Anyone who thinks Southern rap is a one-dimensional pimp-and-ho show ala Hustle and Flow should meet Chamillionaire. Granted, the Grammy-winning MC (whose smash single “Ridin’” even warranted a Weird Al parody) spends almost half of his 80 minutes here on just such material. But he also pens some pointed political material that’s practically unheard of in this corner of the genre. Rather than blinging it up, his self-consciously materialistic rhymes actually possess insight into Bush-era America’s relentless pursuit of capital. After Iraq and Katrina, Chamillionaire would argue—Soprano-style—that cashing in however you can is not only fair game, but the only way to survive while the country burns. Yet even when telling straight-up ghetto tales, his strong storytelling still packs more into a single verse than 50 Cent does in an entire album. (October 18, 2007)




The Go! Team – Proof of Youth (Secret City/Fusion 3)
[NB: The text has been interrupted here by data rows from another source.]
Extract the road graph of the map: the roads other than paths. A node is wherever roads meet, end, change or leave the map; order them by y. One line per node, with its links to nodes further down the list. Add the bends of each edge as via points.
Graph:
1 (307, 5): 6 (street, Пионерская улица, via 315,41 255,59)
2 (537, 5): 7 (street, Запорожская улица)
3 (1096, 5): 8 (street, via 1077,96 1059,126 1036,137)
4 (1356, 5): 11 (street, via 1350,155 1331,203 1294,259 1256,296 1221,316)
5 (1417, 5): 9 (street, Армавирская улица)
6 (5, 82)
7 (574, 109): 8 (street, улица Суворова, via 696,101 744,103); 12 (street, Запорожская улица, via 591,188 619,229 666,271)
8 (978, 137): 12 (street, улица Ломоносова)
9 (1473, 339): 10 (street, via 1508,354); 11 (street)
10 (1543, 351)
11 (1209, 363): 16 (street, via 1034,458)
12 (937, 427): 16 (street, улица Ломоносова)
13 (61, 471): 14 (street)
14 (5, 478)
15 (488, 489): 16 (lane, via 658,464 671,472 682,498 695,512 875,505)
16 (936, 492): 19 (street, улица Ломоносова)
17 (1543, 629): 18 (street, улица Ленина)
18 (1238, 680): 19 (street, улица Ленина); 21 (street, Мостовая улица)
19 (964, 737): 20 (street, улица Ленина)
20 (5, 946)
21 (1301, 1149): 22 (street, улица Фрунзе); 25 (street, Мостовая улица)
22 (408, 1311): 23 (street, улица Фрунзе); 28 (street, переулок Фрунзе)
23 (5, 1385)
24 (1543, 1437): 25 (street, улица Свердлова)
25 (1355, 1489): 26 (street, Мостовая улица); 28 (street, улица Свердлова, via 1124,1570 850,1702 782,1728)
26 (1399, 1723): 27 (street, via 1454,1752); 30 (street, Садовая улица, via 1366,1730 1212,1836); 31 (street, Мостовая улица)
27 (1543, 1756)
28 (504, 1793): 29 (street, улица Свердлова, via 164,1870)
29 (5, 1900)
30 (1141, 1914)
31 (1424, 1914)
Double-dutch schoolgirls rap over 70s TV show themes: it doesn’t get any deeper than that descriptive blurb on the second album by this UK act, whose 2005 debut was a delightful sugar rush that sounded like Beck DJing a 60s pop club night. Many of those tracks were built on borrowed beats—few, if any, were used with permission. Now that The Go! Team are left mostly to their own devices, the thrill is gone. Maybe legal difficulties prevented the band from using the samples they wanted. Or, more likely, maybe this one-trick pony ran out of ideas very quickly. Not a single track here provides the debut’s initial pleasure: the vocals are shrill, the fun seems forced, and the cameo by Chuck D of Public Enemy is just plain weird. The youth of which they boast proof has a lot of growing up to do. (October 11, 2007)
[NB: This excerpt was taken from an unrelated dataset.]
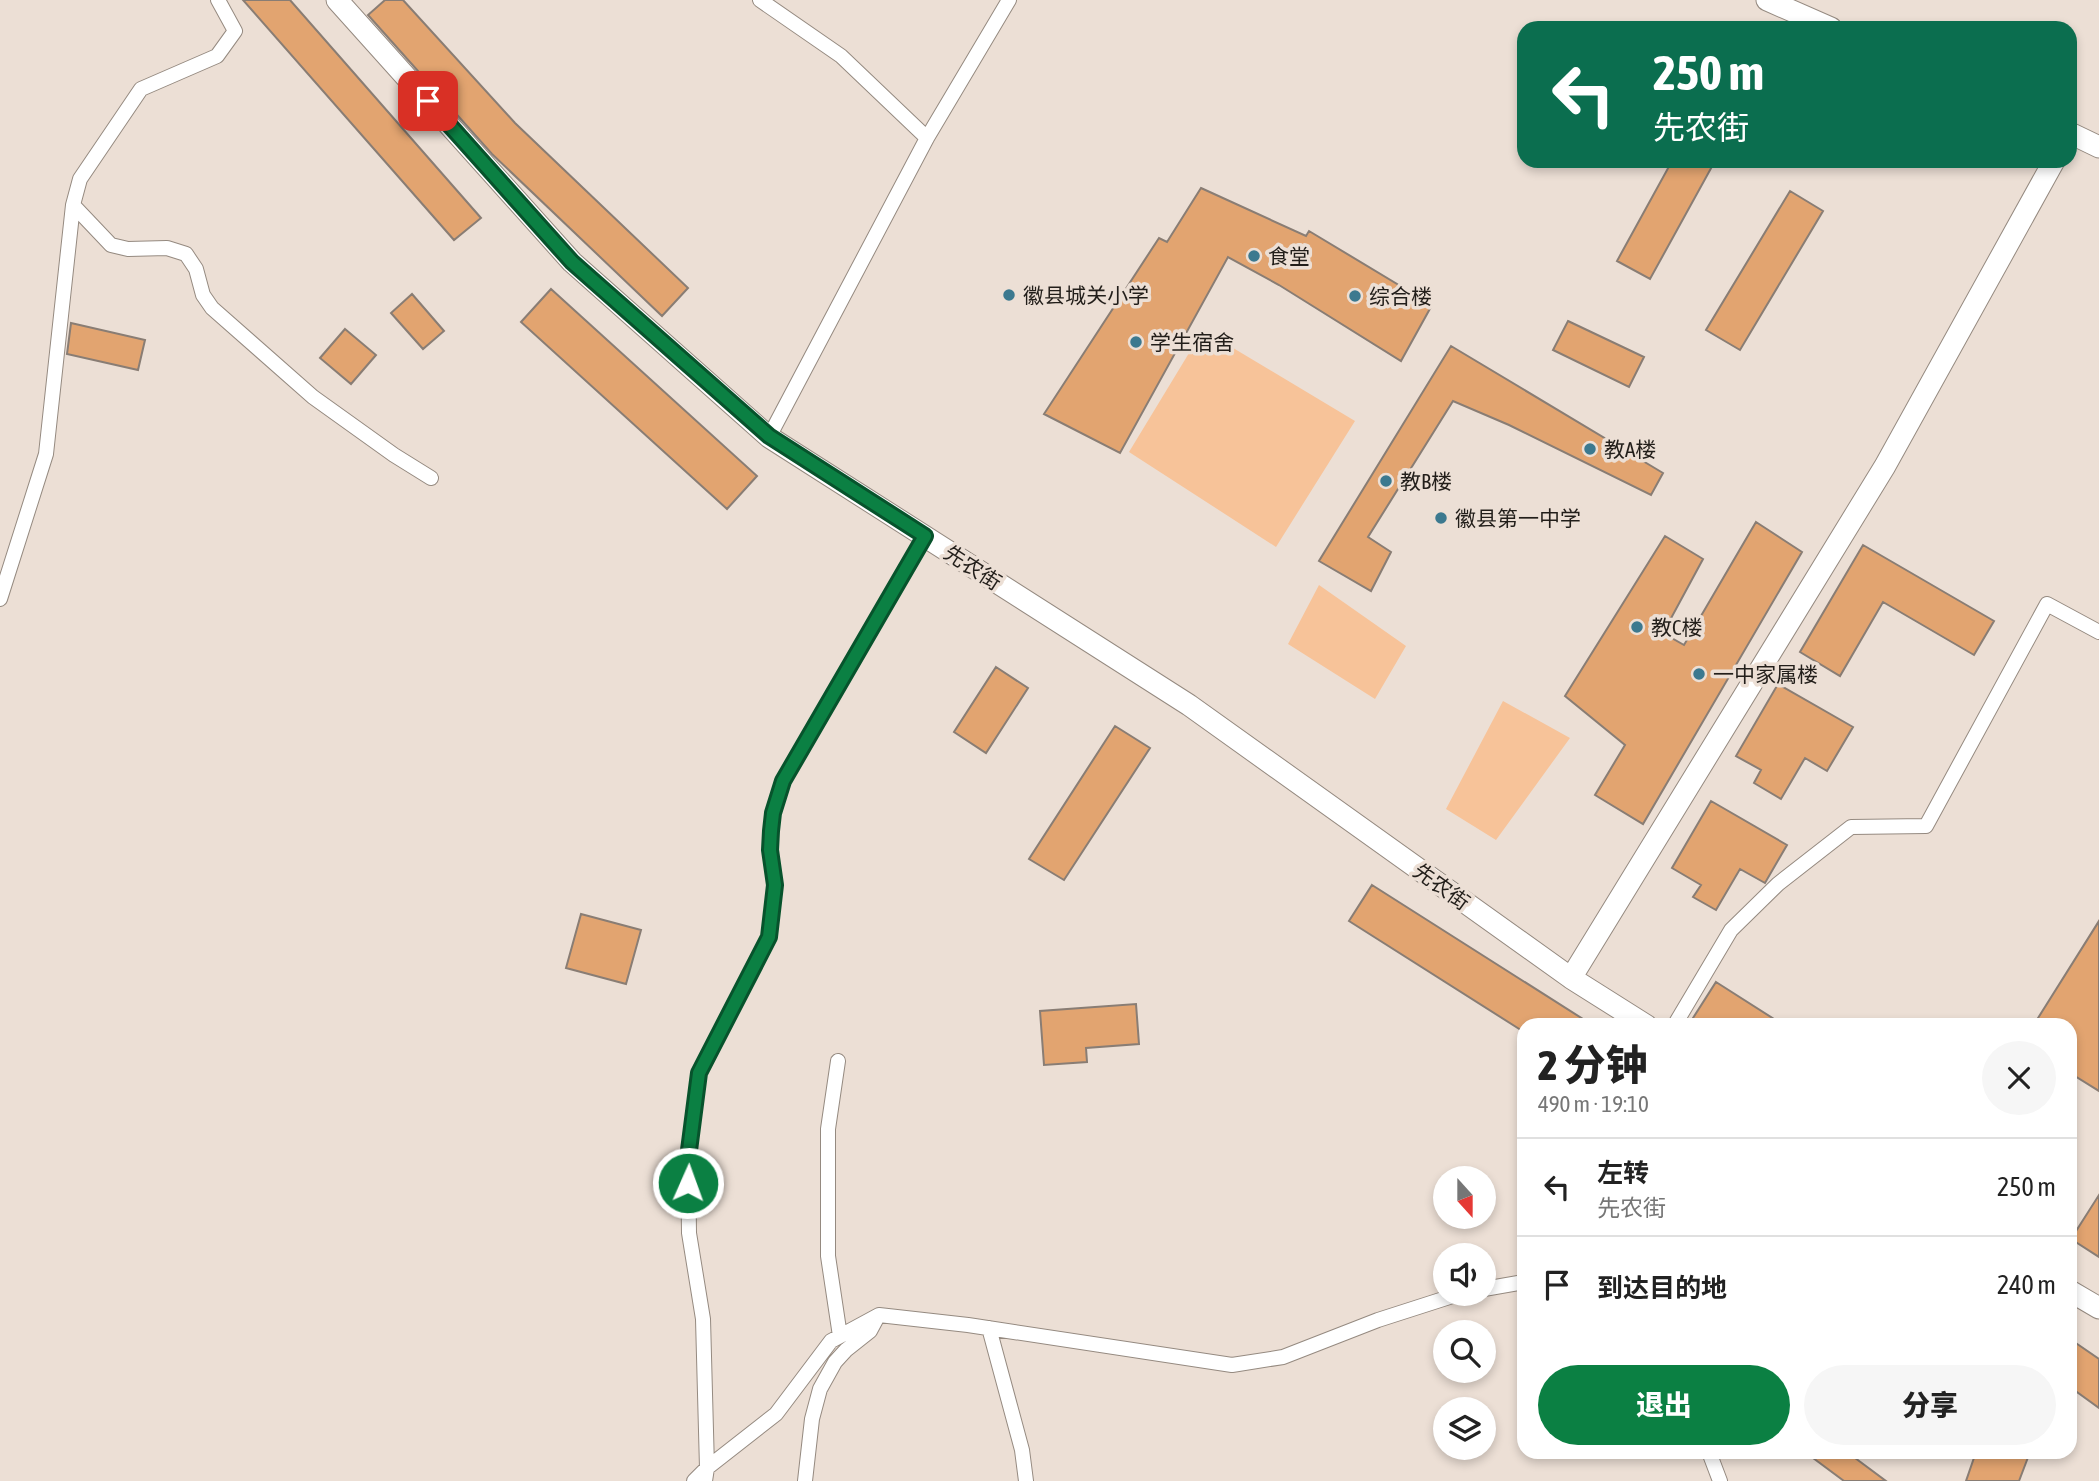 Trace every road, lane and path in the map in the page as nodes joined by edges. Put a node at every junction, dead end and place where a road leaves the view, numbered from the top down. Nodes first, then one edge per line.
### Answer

Joe Henry – Civilians (Anti/Epitaph)

Though he’s been a singer/songwriter for over 15 years, with a worthy discography of his own behind him, Joe Henry is better known for producing vintage-sounding comeback albums for soul artists such as Solomon Burke and Bettye LaVette. Such is his reputation among musicians that the notoriously independent Ani DiFranco chose him as her first outside producer ever—a move that resulted in her best album in years.

While Henry’s recent solo work found him getting too wrapped up in ornate production, here he strips everything back to basics. His torchy vocals wrap themselves around songs about squandered goodwill and civil wars of various stripes, set to a wealth of waltzes anchored by guitarist Bill Frisell and Toronto bassist David Piltch (Holly Cole, k.d. lang). Henry is a classy guy, his aesthetic best dressed up in ragged dinner jackets and well-aged red wine, struggling to maintain poise and dignity amidst decay.

Yet such is the sustained mood that all the songs blend into each other, demarcated only by Henry’s killer one-liners particular to each narrative. He also indulges his flair for the theatrical: he’s been hanging around enough soul vocal vets to think that each line deserves maximum drama, though his own talents are much better suited to understatement.

He never misfires completely, however, and this is one of the finest singer/songwriter albums of the year. But he could take some lessons in brevity. (October 11, 2007)




Iron And Wine – The Shepherd’s Dog (Sub Pop/Warner)

Iron and Wine’s Sam Beam was never your typical folkie in the first place. Even though his first two sleeper hit albums were acoustic affairs with hushed vocals, he managed to transcend many of the clichés that come with the genre via extremely subtle shades and sometimes surrealistic lyrics—none of which distracted from the welcoming warmth from his campfire-friendly vibe.

The Shepherd’s Dog is the kind of album that all fans of acoustic acts dread the most: the one where the artist decides to expand their sonic template and invite all sorts of friends on board, just to see what happens. So here we find electric guitars, African rhythms, sitars, harmoniums, vocals run through Leslie speakers, trippy keyboards and other treats layered into Beam’s skeletal song structures.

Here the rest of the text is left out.